Below are some entries. Work out how many of their lines hold the word "Marietti", and write that number alone.

(Extracted records)

□ □ □ □ □

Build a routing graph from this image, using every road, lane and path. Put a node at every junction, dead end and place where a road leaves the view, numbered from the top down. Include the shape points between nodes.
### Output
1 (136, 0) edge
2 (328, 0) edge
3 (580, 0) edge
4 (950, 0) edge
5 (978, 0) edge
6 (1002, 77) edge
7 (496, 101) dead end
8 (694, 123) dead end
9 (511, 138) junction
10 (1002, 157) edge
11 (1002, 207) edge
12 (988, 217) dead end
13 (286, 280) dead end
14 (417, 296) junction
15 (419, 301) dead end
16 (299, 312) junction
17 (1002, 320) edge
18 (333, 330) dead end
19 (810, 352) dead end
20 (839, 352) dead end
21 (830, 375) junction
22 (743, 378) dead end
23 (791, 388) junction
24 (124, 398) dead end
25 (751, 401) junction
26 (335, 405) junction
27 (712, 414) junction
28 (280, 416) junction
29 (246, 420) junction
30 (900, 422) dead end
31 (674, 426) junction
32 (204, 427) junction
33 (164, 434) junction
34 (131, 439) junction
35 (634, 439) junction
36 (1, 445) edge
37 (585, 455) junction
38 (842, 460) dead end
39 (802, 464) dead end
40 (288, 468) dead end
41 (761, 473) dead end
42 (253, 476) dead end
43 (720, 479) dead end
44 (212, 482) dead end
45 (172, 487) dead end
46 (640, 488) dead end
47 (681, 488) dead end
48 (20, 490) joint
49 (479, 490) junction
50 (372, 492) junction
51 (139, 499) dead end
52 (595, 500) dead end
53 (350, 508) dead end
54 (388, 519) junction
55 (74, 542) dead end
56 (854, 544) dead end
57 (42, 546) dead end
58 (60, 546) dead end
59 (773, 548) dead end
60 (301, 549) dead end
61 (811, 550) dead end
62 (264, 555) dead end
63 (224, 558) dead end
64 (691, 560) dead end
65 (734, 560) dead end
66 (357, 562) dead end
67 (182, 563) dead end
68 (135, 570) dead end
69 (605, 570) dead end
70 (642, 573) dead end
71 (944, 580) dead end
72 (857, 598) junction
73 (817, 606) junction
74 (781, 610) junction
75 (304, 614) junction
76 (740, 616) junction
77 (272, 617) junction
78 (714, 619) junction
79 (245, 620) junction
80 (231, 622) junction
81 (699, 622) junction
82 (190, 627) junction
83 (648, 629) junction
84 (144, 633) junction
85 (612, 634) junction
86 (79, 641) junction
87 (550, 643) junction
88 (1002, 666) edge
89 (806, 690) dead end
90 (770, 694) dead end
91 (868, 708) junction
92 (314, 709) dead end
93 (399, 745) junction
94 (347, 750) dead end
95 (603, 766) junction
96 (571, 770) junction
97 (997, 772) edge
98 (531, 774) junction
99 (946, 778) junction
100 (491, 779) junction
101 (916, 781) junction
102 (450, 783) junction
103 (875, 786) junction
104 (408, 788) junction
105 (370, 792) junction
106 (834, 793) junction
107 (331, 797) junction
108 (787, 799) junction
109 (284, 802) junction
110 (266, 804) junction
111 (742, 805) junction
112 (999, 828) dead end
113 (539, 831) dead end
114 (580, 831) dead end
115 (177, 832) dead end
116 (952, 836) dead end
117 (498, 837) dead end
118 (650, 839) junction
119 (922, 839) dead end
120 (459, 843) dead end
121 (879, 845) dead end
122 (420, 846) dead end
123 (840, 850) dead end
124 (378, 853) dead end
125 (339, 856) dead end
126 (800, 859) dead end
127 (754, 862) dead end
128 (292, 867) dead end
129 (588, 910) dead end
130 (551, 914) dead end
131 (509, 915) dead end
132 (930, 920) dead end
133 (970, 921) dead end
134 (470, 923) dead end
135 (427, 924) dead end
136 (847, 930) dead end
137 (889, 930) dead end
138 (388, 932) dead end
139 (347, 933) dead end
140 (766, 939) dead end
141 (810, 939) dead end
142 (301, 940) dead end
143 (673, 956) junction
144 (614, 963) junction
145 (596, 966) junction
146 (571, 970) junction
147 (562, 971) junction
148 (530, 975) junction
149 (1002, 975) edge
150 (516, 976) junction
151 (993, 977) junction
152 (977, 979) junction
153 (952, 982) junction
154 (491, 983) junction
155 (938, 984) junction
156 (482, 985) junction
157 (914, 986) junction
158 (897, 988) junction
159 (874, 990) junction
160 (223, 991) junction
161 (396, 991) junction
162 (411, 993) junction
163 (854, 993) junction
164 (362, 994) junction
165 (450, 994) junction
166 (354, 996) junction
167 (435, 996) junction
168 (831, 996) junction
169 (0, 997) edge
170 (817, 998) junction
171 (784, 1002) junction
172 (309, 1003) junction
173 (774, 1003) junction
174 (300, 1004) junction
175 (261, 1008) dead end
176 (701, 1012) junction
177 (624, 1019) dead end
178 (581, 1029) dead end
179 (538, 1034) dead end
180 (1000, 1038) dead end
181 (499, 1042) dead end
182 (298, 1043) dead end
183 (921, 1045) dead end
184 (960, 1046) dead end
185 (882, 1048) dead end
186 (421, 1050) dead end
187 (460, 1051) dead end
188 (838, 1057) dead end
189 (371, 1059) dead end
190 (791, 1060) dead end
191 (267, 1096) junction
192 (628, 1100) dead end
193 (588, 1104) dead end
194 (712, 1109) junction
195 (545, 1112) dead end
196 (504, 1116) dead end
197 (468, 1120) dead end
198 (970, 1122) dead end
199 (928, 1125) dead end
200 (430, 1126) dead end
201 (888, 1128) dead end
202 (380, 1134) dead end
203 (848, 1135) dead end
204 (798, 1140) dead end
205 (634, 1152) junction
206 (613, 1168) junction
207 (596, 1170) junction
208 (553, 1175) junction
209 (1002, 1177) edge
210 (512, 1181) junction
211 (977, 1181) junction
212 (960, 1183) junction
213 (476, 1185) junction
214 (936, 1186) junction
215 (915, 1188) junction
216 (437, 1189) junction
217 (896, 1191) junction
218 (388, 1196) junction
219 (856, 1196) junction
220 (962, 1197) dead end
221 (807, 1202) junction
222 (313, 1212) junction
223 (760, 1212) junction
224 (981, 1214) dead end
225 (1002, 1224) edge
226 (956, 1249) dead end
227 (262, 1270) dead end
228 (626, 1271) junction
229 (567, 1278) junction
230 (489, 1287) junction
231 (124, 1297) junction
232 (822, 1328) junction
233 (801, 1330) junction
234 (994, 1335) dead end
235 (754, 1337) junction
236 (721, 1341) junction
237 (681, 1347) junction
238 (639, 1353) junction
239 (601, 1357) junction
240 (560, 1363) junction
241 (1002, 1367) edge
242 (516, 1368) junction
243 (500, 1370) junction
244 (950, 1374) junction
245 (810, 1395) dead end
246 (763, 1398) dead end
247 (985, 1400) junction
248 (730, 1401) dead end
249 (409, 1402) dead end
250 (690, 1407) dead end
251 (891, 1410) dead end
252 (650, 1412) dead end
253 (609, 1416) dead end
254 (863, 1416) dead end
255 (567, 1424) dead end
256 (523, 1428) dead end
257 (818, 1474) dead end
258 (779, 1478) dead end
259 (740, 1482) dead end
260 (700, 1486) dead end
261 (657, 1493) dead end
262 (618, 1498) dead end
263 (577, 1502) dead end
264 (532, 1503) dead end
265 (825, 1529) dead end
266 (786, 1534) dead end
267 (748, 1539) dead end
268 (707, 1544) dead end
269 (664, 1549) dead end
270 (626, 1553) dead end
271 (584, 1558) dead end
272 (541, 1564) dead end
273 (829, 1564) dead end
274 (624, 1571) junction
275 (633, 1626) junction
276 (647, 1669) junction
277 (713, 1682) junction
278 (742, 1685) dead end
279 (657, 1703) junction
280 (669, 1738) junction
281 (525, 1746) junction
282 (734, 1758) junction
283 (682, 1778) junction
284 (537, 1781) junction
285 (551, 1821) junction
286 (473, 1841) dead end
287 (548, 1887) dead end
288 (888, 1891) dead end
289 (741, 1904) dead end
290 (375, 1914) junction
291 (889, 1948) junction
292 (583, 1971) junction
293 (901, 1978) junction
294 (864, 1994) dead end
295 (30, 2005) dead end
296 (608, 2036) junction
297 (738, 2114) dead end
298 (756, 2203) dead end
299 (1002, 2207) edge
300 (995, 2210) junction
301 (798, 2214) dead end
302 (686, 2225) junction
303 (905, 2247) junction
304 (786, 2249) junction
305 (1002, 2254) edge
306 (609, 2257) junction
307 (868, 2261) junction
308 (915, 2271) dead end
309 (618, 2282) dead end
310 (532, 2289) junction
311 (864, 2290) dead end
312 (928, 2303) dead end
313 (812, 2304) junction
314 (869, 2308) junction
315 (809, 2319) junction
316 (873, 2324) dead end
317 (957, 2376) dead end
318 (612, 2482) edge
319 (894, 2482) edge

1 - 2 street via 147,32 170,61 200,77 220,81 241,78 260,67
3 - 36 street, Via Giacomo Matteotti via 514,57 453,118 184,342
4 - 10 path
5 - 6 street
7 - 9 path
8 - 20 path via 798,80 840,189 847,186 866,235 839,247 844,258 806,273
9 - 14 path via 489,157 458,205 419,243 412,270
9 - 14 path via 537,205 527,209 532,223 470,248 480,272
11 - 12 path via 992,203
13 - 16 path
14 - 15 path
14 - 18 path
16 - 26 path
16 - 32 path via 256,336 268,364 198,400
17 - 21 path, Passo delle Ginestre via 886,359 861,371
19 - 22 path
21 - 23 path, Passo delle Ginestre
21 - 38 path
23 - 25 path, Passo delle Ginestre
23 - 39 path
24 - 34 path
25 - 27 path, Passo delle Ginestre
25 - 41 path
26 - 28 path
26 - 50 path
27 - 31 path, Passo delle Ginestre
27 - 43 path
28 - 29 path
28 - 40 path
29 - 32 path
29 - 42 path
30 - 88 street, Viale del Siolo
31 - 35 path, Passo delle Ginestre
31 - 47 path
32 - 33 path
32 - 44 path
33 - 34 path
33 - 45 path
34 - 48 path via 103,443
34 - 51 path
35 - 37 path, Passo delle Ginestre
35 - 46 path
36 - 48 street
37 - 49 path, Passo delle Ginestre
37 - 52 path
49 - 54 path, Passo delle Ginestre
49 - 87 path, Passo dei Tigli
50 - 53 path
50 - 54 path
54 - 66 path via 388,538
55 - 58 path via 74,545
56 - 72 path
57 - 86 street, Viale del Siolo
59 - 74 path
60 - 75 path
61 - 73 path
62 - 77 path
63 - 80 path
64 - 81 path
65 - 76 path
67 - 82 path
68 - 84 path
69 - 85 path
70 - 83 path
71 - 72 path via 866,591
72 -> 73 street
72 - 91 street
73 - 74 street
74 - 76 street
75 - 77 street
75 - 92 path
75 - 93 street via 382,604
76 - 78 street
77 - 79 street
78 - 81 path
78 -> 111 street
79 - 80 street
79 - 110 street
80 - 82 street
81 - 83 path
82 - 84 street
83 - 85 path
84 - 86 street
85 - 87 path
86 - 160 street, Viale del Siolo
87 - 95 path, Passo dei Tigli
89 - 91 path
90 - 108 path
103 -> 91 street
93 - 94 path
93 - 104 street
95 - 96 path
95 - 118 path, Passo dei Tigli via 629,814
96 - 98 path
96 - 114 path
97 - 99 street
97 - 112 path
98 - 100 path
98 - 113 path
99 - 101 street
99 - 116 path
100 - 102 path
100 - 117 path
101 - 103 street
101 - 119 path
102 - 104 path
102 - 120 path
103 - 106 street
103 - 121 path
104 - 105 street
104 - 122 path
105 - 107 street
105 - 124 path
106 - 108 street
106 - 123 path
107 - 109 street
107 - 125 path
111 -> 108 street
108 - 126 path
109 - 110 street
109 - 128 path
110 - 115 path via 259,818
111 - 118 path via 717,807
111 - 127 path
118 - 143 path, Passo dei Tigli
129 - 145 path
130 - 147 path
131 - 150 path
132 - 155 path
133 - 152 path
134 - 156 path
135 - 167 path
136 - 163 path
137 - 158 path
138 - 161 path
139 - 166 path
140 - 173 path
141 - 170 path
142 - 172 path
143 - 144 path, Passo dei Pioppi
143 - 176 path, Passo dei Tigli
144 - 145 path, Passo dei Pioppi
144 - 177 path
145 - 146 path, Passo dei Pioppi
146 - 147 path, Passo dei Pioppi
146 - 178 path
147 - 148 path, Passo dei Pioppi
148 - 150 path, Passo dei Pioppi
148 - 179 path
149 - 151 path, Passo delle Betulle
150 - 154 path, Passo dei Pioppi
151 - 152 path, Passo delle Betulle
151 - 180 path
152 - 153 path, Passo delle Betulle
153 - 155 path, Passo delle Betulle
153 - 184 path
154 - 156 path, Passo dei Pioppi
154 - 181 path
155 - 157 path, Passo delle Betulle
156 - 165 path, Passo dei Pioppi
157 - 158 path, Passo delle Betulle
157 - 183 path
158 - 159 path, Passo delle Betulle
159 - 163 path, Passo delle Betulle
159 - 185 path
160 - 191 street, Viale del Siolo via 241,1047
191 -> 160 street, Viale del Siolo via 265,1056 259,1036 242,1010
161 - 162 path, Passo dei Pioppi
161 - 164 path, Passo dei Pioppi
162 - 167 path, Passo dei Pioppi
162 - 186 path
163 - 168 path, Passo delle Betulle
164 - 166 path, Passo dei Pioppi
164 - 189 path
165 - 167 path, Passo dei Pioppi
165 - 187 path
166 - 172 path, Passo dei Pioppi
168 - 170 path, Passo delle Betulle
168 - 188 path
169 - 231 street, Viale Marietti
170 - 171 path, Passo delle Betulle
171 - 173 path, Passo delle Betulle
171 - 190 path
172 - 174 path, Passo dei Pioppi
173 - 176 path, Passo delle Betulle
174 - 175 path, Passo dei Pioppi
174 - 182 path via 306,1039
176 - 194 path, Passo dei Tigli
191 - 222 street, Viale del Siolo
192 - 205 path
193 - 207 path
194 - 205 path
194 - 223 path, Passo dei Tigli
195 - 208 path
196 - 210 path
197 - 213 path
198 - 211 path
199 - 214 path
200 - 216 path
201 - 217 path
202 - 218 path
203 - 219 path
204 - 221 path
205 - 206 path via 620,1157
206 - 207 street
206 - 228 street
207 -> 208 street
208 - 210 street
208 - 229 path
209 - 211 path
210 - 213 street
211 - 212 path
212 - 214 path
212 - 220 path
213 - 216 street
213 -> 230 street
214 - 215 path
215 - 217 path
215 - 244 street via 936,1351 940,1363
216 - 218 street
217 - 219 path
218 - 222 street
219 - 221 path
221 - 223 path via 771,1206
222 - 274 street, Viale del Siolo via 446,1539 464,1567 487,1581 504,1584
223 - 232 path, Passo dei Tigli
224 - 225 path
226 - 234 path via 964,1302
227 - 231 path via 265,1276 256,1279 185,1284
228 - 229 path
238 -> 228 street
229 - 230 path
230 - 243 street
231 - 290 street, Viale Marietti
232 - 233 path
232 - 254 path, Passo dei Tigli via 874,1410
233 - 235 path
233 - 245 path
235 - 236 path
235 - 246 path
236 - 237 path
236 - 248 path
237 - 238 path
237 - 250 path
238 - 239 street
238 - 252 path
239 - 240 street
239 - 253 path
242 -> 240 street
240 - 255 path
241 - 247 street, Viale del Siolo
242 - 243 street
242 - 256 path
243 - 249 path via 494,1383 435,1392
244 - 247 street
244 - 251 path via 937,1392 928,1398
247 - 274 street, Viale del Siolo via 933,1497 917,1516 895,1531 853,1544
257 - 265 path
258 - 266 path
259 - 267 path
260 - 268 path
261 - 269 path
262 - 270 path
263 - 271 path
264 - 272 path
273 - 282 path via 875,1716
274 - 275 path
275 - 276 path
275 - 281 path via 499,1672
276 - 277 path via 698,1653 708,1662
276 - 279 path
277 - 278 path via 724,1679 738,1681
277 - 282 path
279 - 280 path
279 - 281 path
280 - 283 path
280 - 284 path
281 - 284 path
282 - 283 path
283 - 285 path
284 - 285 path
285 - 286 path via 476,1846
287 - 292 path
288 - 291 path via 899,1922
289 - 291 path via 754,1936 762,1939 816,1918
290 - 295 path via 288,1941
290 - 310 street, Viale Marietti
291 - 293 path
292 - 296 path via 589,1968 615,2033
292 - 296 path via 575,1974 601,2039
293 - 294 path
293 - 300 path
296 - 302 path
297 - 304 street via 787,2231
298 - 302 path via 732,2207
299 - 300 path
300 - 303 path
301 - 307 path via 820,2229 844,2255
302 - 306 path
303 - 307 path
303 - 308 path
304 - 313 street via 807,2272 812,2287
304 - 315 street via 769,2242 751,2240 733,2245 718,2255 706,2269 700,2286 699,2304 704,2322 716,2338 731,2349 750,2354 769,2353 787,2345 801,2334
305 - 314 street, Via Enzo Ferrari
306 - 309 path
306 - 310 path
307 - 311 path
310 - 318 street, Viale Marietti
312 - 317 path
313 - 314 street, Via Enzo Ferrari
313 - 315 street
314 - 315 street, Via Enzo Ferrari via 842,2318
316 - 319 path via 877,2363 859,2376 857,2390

□ □ □ □ □

* PROBLEM SOLUTION: 4